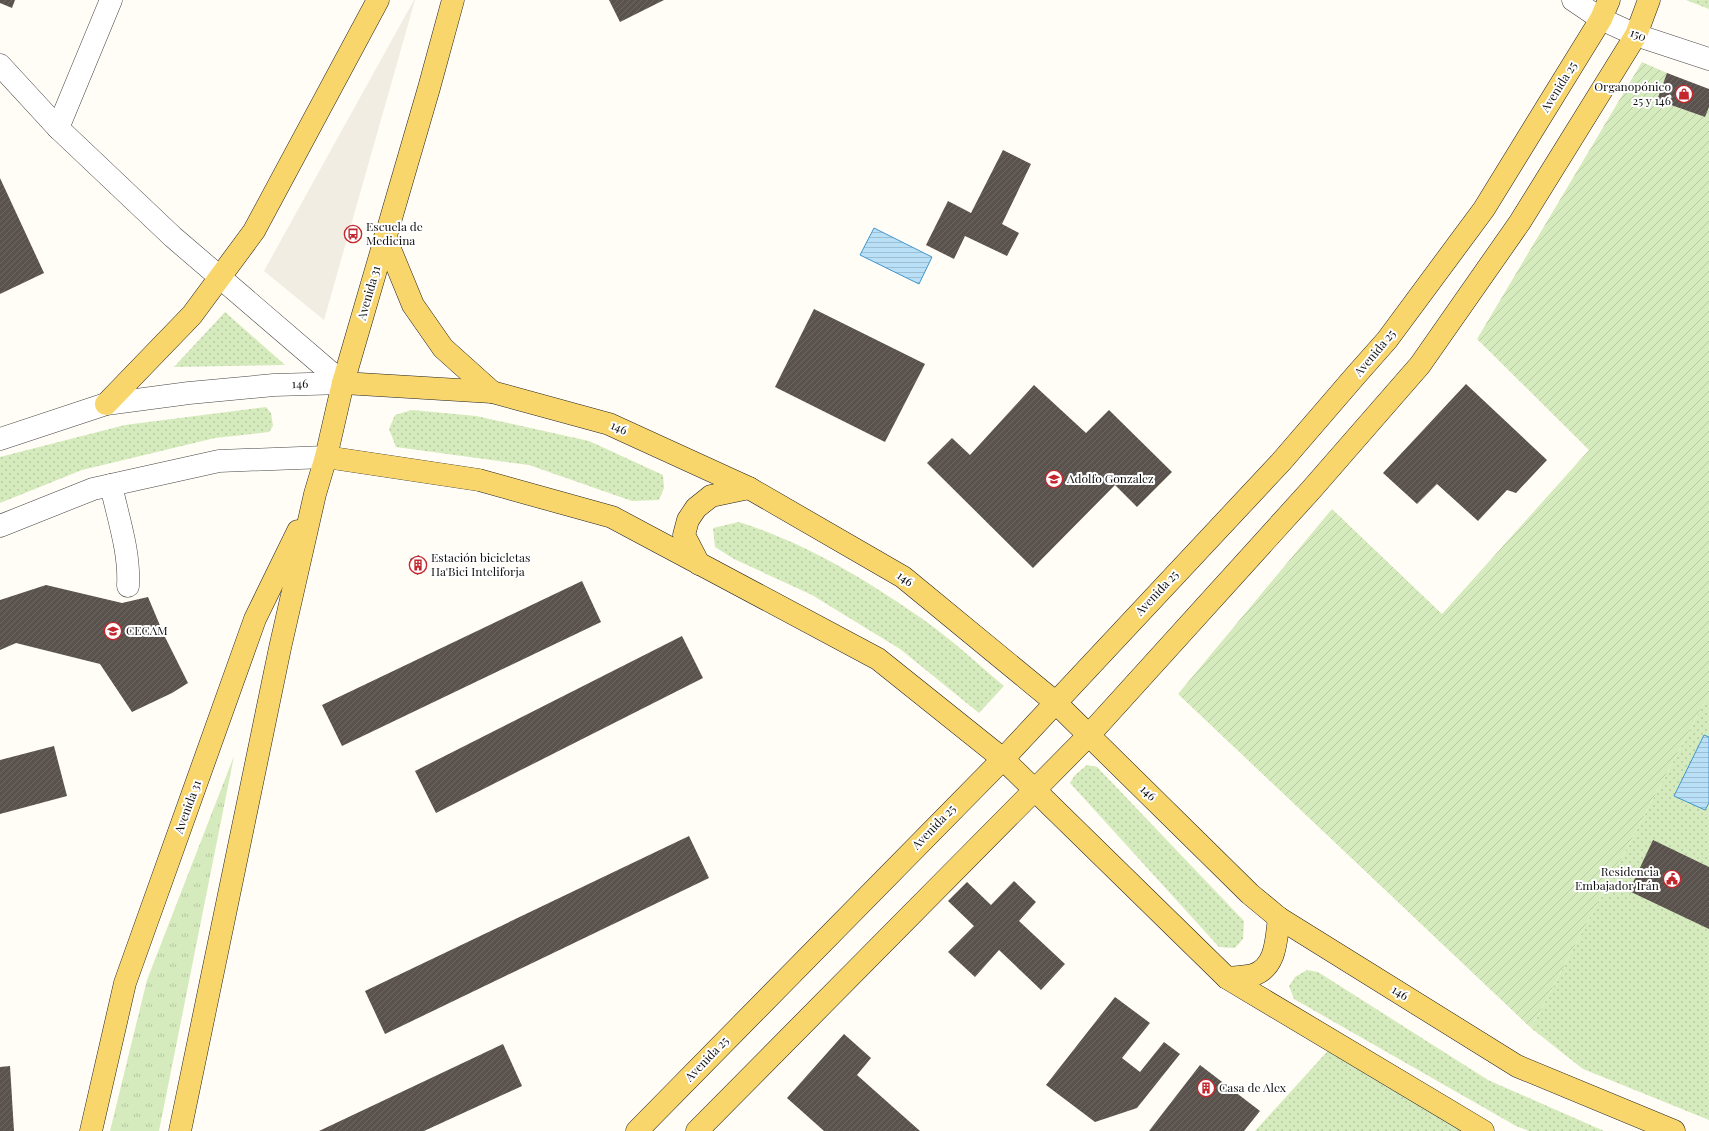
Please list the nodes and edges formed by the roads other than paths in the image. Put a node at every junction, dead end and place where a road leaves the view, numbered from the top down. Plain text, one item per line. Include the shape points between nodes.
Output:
1 (111, 0) edge
2 (378, 0) edge
3 (452, 0) edge
4 (1573, 0) edge
5 (1649, 0) edge
6 (1605, 9) edge
7 (1636, 35) junction
8 (1709, 59) edge
9 (3, 71) edge
10 (58, 128) junction
11 (385, 237) junction
12 (220, 278) junction
13 (342, 383) junction
14 (492, 392) junction
15 (106, 404) junction
16 (0, 439) edge
17 (326, 457) junction
18 (111, 485) junction
19 (749, 488) junction
20 (315, 494) junction
21 (0, 526) edge
22 (699, 564) junction
23 (128, 586) dead end
24 (1054, 702) junction
25 (1088, 734) junction
26 (1003, 759) junction
27 (1034, 790) junction
28 (1279, 918) junction
29 (1227, 978) junction
30 (91, 1131) edge
31 (180, 1131) edge
32 (637, 1131) edge
33 (697, 1131) edge
34 (1482, 1131) edge
35 (1674, 1131) edge

1 - 10 street
2 - 12 main road via 254,231
3 - 11 main road, Avenida 31
4 - 6 street, 150
5 - 7 main road
6 - 7 street, 150
6 - 24 main road, Avenida 25 via 1484,209 1387,340 1281,462
7 - 8 street, 150
7 - 25 main road via 1520,222 1420,365 1311,490
9 - 10 street
10 - 12 street
11 - 13 main road, Avenida 31
11 - 14 main road via 413,305 438,342
12 - 13 street
12 - 15 main road via 192,315
13 - 14 main road, 146
13 - 15 street, 146 via 274,385
13 - 17 main road, Avenida 31
14 - 19 main road, 146 via 609,424
15 - 16 street, 146
17 - 18 street via 219,461
17 - 20 main road, Avenida 31
17 - 22 main road via 479,480 612,517
18 - 21 street via 93,489
18 - 23 street via 126,549
19 - 22 main road via 711,496 696,508 688,520 684,536
19 - 24 main road, 146 via 903,577
20 - 30 main road, Avenida 31 via 255,619 125,983
20 - 31 main road, Avenida 31 via 280,648
22 - 26 main road via 878,659
24 - 25 main road, 146
24 - 26 main road, Avenida 25
25 - 27 main road
25 - 28 main road, 146 via 1250,894
26 - 27 main road
26 - 32 main road, Avenida 25
27 - 29 main road
27 - 33 main road
28 - 29 main road via 1275,951 1269,964 1254,974
28 - 35 main road, 146 via 1517,1066
29 - 34 main road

▶ WORK REQUIRED
Repeat the listing verbatim, pictures excluded.

▶ ANSWER BOX
Please list the nodes and edges formed by the roads other than paths in the image. Put a node at every junction, dead end and place where a road leaves the view, numbered from the top down. Plain text, one item per line. Include the shape points between nodes.
Output:
1 (111, 0) edge
2 (378, 0) edge
3 (452, 0) edge
4 (1573, 0) edge
5 (1649, 0) edge
6 (1605, 9) edge
7 (1636, 35) junction
8 (1709, 59) edge
9 (3, 71) edge
10 (58, 128) junction
11 (385, 237) junction
12 (220, 278) junction
13 (342, 383) junction
14 (492, 392) junction
15 (106, 404) junction
16 (0, 439) edge
17 (326, 457) junction
18 (111, 485) junction
19 (749, 488) junction
20 (315, 494) junction
21 (0, 526) edge
22 (699, 564) junction
23 (128, 586) dead end
24 (1054, 702) junction
25 (1088, 734) junction
26 (1003, 759) junction
27 (1034, 790) junction
28 (1279, 918) junction
29 (1227, 978) junction
30 (91, 1131) edge
31 (180, 1131) edge
32 (637, 1131) edge
33 (697, 1131) edge
34 (1482, 1131) edge
35 (1674, 1131) edge

1 - 10 street
2 - 12 main road via 254,231
3 - 11 main road, Avenida 31
4 - 6 street, 150
5 - 7 main road
6 - 7 street, 150
6 - 24 main road, Avenida 25 via 1484,209 1387,340 1281,462
7 - 8 street, 150
7 - 25 main road via 1520,222 1420,365 1311,490
9 - 10 street
10 - 12 street
11 - 13 main road, Avenida 31
11 - 14 main road via 413,305 438,342
12 - 13 street
12 - 15 main road via 192,315
13 - 14 main road, 146
13 - 15 street, 146 via 274,385
13 - 17 main road, Avenida 31
14 - 19 main road, 146 via 609,424
15 - 16 street, 146
17 - 18 street via 219,461
17 - 20 main road, Avenida 31
17 - 22 main road via 479,480 612,517
18 - 21 street via 93,489
18 - 23 street via 126,549
19 - 22 main road via 711,496 696,508 688,520 684,536
19 - 24 main road, 146 via 903,577
20 - 30 main road, Avenida 31 via 255,619 125,983
20 - 31 main road, Avenida 31 via 280,648
22 - 26 main road via 878,659
24 - 25 main road, 146
24 - 26 main road, Avenida 25
25 - 27 main road
25 - 28 main road, 146 via 1250,894
26 - 27 main road
26 - 32 main road, Avenida 25
27 - 29 main road
27 - 33 main road
28 - 29 main road via 1275,951 1269,964 1254,974
28 - 35 main road, 146 via 1517,1066
29 - 34 main road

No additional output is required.